Maybe it was an overdose of chocolate eggs following the end of Lent. Maybe it was that commentator I heard on Easter morning on National Public Radio, while I was still half-asleep, who was some sort of university scholar on sin and who seemed to be saying that Juliette Binoche had replaced Jesus. Or maybe, just maybe, it was the nagging feeling that there was some kind of coded message in Lasse Hallström’s Oscar-nominated hit about post-war life in a small French village. In any event, my mind kept going back to Chocolat.

On the surface, the film appears to be a classic “liberal” manifesto. It is easy to read Alfred Molina’s aristocratic mayor as Ken Starr, Henry Hyde or any other number of conservative figures, who get all bent out of shape at the idea that someone somewhere might actually be having a good time. I keep expecting someone to suggest that Binoche’s character is actually Bill Clinton, a near-martyr to the cause of enjoying oneself without guilt. But if anyone has suggested such a thing, it hasn’t come to my attention—not that I’ve done a lot of searching for commentary on the film, which came out months ago. While the Clinton identification might fit in with the White House spin at the height of the impeachment imbroglio, the comparison doesn’t hold up at all. Clinton may have declared himself the “first black president,” but I have yet to hear him or anyone else make the claim that he was the first woman president. And it is impossible to imagine Vianne the chocolatière as anything but a woman, and we can’t really compare her to someone who held the most powerful political position in the entire world.

In fact, we could well put the “feminist” label on Vianne, since she defies the double standard on male/female public morality and encourages other women to free themselves from men’s shackles. Moreover, despite being directed by a man (albeit a Swede, arguably the least macho of our gender), the film features mainly strong women characters, while the male characters are almost exclusively brutes or boors (Molina, Peter Stormare) or, at best, spineless milquetoasts (John Wood, Hugh O’Conor). The sole exception is Johnny Depp’s sexy hunk, who is more fantasy than human. Yes, it would be easy to put the “feminist” label on this flick—except then we would have to come up with the label “masculinist” for the vast majority of Hollywood films, in which the only interesting characters are men and women are around mainly for window dressing.

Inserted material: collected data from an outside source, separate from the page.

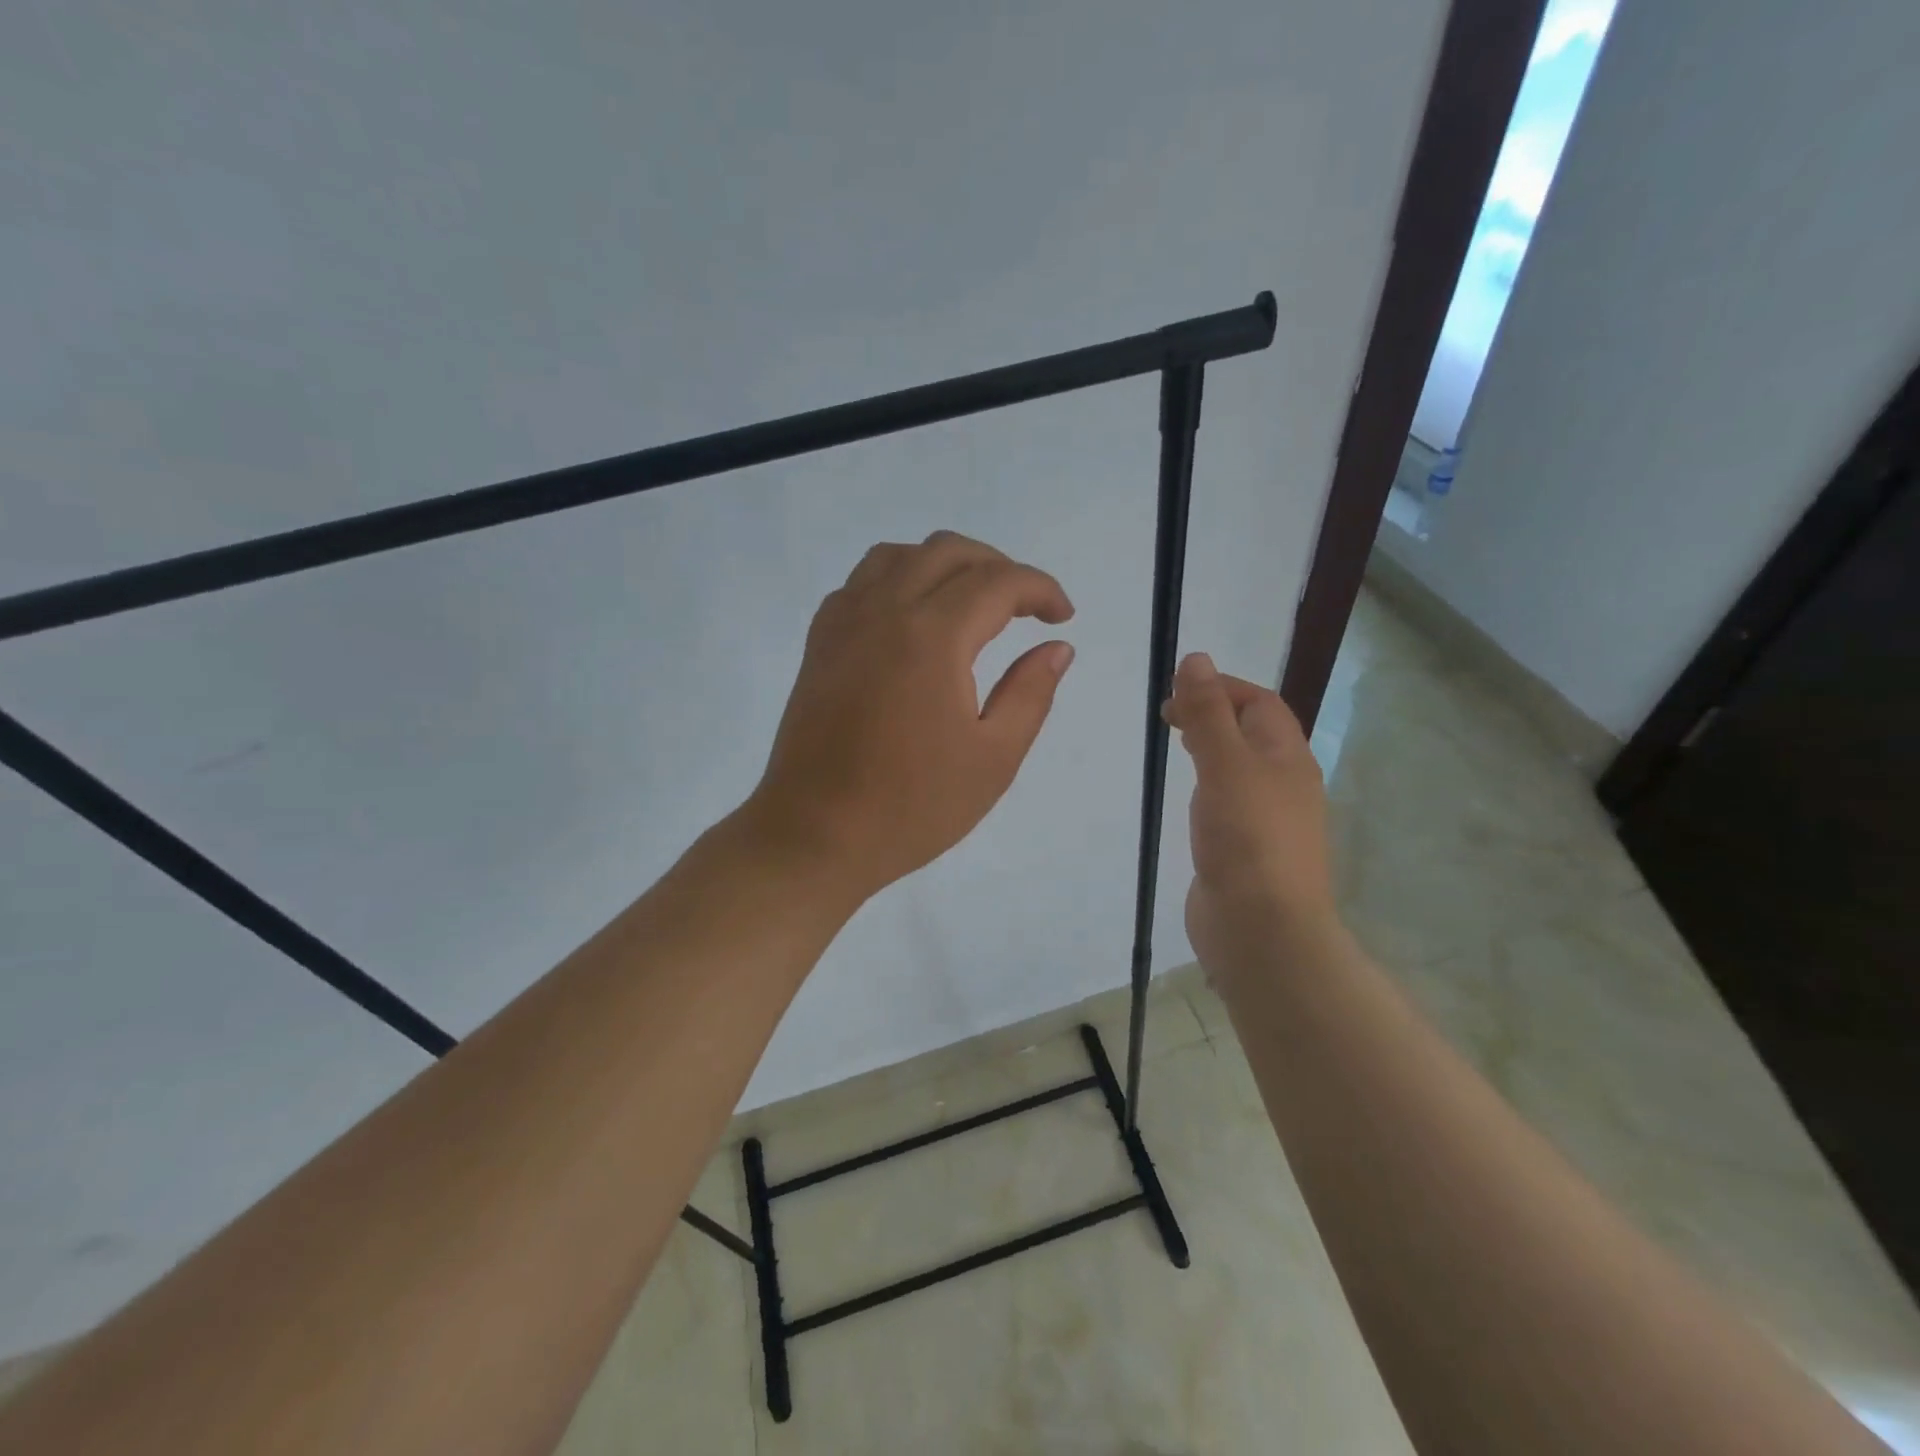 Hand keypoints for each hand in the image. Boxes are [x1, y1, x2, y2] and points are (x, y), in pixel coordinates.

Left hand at [746, 531, 1075, 899]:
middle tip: (1025, 608)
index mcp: (932, 637)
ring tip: (970, 602)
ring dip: (944, 564)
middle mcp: (884, 612)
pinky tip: (912, 618)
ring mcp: (844, 624)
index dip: (1040, 589)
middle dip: (997, 567)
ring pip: (898, 556)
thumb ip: (1030, 693)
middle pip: (947, 552)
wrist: (816, 835)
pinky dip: (897, 579)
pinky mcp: (819, 644)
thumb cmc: (912, 806)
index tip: (1062, 617)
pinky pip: (860, 583)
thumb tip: (1057, 648)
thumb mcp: (993, 758)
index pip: (997, 582)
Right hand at [1162, 652, 1335, 975]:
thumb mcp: (1225, 764)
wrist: (1261, 929)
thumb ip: (1208, 712)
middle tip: (1169, 717)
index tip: (1175, 689)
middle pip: (1252, 733)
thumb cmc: (1247, 838)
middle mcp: (1284, 784)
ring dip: (1211, 749)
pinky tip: (1188, 799)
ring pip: (1240, 768)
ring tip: (1176, 746)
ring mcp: (1266, 820)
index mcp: (1288, 757)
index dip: (1221, 687)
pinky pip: (1228, 803)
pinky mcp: (1246, 850)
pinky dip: (1207, 787)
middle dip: (1214, 714)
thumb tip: (1195, 659)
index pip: (1260, 703)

In reality, Vianne is one of a long line of cinematic loners (okay, she has a daughter, but she’s still a loner), both female and male, who blow into town and shake things up. Sometimes these loners are tight-lipped gunslingers on a horse. Sometimes they are leather-clad rebels on a motorcycle. And sometimes they are uppity women, who shock people by having a child without ever having been married and who entertain men in their residences. And, by the time these loners leave town again (or, occasionally, settle down), they have invariably put a major dent into a lot of people’s small-mindedness. In a way, Vianne is the cowboy Shane, and it’s her own daughter who calls out to her, “Come back, Shane!” (or, in this case, “stay here”).

These loners usually have a message about standing up for principles and for not giving in to villains, and so does Vianne. But where Shane is trying to get homesteaders to stand up for their own property rights, Vianne encourages things like breaking Lent (in a traditional Catholic town) and having young boys disobey and lie to their mothers. (She also encourages less controversial things like sex within marriage, romance among older people, and having battered women leave their abusive husbands.)

What is striking is how much fun Vianne and her converts have, with their chocolate binges and their illicit parties, and how little fun the mayor and those under his thumb have. But we have to wonder if the rebels would be enjoying themselves nearly so much if the dour sourpuss reactionaries weren’t watching and fuming. In that way, this movie really does provide an encapsulated take on the American culture wars that bubbled to the surface during the Clinton presidency. In a strange, twisted way, each side needs the other. The liberals need the conservatives to scowl at them so that they can luxuriate in their own sense of free-spiritedness. And the conservatives need the liberals so that they have someone to feel superior to. It is the vivacious Vianne who awakens and focuses this underlying societal tension, so in that way I suppose she is much more like Bill Clinton than I thought.